Transmission torrent windows script

#TRANSMISSION TORRENT WINDOWS SCRIPT HOW TO#

#TRANSMISSION TORRENT WINDOWS SCRIPT FULL#

#TRANSMISSION TORRENT WINDOWS SCRIPT TORRENT#

I ran this script myself, and the name and the first part of the hash both match Transmissions.

#TRANSMISSION TORRENT WINDOWS SCRIPT TORRENT#

Once our newly added torrent finishes it will be visible that the owner and group has changed by issuing the “ ls -l” command in our Downloads directory. So you know the hash and Transmissions copy includes the hash (hopefully, the same one, or part of it - not sure), so do some string matching. Now all we have to do is start the daemon. There maybe cases when debian-transmission has no rights to use the “sudo”command and this can be worked around by editing the /etc/sudoers file adding the following.ĭebian-transmission ALL=(ALL) NOPASSWD: ALL It boasts a well documented library interface that is easy to use. It runs on embedded devices as well as desktops.

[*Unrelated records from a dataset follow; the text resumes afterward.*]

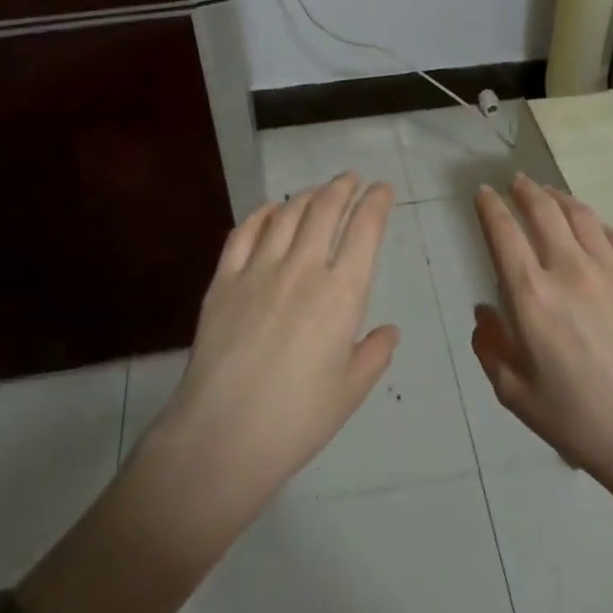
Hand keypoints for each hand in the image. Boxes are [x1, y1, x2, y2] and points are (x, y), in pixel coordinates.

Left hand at [156, 173, 398, 513]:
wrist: (223, 434)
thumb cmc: (297, 418)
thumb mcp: (350, 391)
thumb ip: (374, 354)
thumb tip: (389, 331)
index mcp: (342, 293)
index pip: (365, 230)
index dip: (376, 202)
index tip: (382, 189)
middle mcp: (304, 268)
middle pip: (325, 209)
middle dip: (342, 187)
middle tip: (350, 179)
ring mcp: (259, 269)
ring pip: (287, 214)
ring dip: (306, 195)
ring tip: (316, 191)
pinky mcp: (224, 280)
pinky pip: (244, 232)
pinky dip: (261, 214)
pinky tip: (269, 210)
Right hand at [471, 176, 612, 496]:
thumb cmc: (579, 420)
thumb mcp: (515, 394)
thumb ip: (490, 347)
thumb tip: (484, 311)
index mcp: (532, 296)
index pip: (504, 233)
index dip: (490, 207)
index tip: (483, 192)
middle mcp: (570, 270)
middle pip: (543, 211)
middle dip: (524, 190)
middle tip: (516, 182)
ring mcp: (612, 270)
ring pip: (581, 215)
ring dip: (559, 197)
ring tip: (548, 193)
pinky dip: (595, 223)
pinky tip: (591, 226)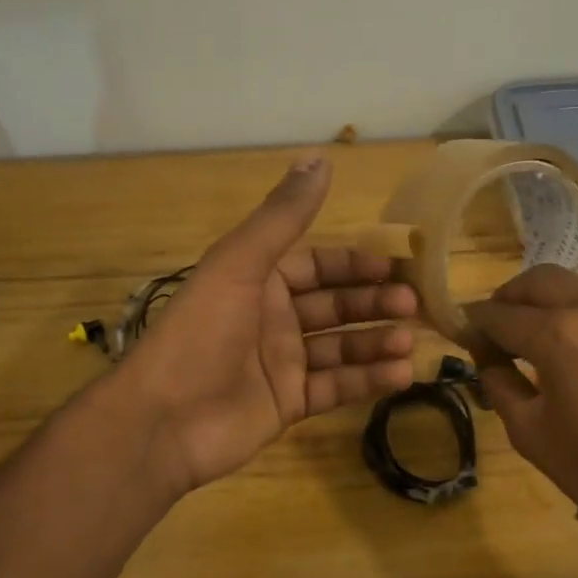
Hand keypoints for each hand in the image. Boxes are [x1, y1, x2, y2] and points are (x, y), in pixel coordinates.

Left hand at [119, 156, 417, 494]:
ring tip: (409, 341)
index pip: (317, 266)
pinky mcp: (289, 403)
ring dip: (376, 341)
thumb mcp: (240, 264)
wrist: (163, 420)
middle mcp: (273, 318)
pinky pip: (336, 387)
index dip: (354, 265)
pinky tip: (400, 374)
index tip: (394, 267)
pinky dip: (367, 380)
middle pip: (335, 306)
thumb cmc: (201, 332)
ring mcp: (282, 363)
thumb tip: (320, 157)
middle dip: (373, 303)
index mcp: (259, 281)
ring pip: (341, 347)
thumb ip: (282, 216)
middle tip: (414, 305)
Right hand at [465, 265, 577, 513]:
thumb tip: (485, 350)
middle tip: (508, 323)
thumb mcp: (528, 430)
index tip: (470, 331)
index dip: (477, 322)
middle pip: (541, 279)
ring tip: (568, 344)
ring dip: (567, 310)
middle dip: (514, 297)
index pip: (500, 313)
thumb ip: (497, 380)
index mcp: (558, 335)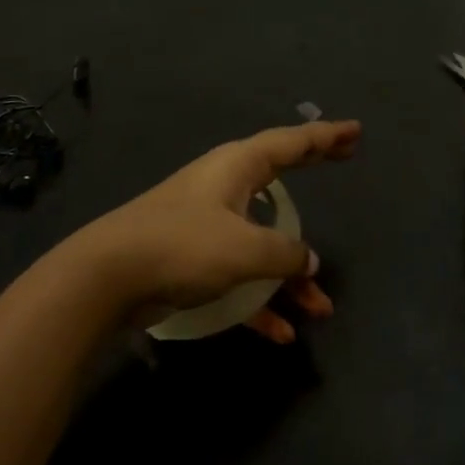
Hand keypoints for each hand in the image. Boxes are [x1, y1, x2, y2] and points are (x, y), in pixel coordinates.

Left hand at [64, 119, 361, 341]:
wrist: (110, 275)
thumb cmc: (184, 245)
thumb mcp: (246, 248)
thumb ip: (284, 253)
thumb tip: (306, 260)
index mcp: (236, 168)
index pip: (290, 143)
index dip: (325, 137)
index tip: (355, 131)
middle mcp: (223, 188)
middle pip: (279, 176)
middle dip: (313, 169)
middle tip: (346, 157)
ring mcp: (207, 223)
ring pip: (261, 241)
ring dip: (289, 275)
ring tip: (320, 307)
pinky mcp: (193, 259)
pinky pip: (238, 275)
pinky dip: (258, 300)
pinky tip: (279, 332)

The first line specifies the status of it, the second is the location of the scritps. libtorrent is a feature complete C++ bittorrent implementation focusing on efficiency and scalability. “script-torrent-done-filename”: “/home/pi/Scripts/AfterDL.sh”, In here there are only 2 lines to be modified. The last thing of course is to modify the settings file of transmission. The first is to modify the owner and group of the AfterDL.sh script so that debian-transmission can use it.Ĭhown debian-transmission ~/Scripts/AfterDL.shĬhgrp debian-transmission ~/Scrtips/AfterDL.sh There are only 2 things to do before we can say start using it. But if you do want to do your part and seed there are way to copy/link the file so you can still enjoy it while seeding it up until a certain ratio. The fourth line is changing the group of the file recursively in case its a directory, the last line changes the owner of the file. Joshua Parker Ruehlig said: Theres no way currently in Transmission to trigger a script be run after a certain seeding ratio.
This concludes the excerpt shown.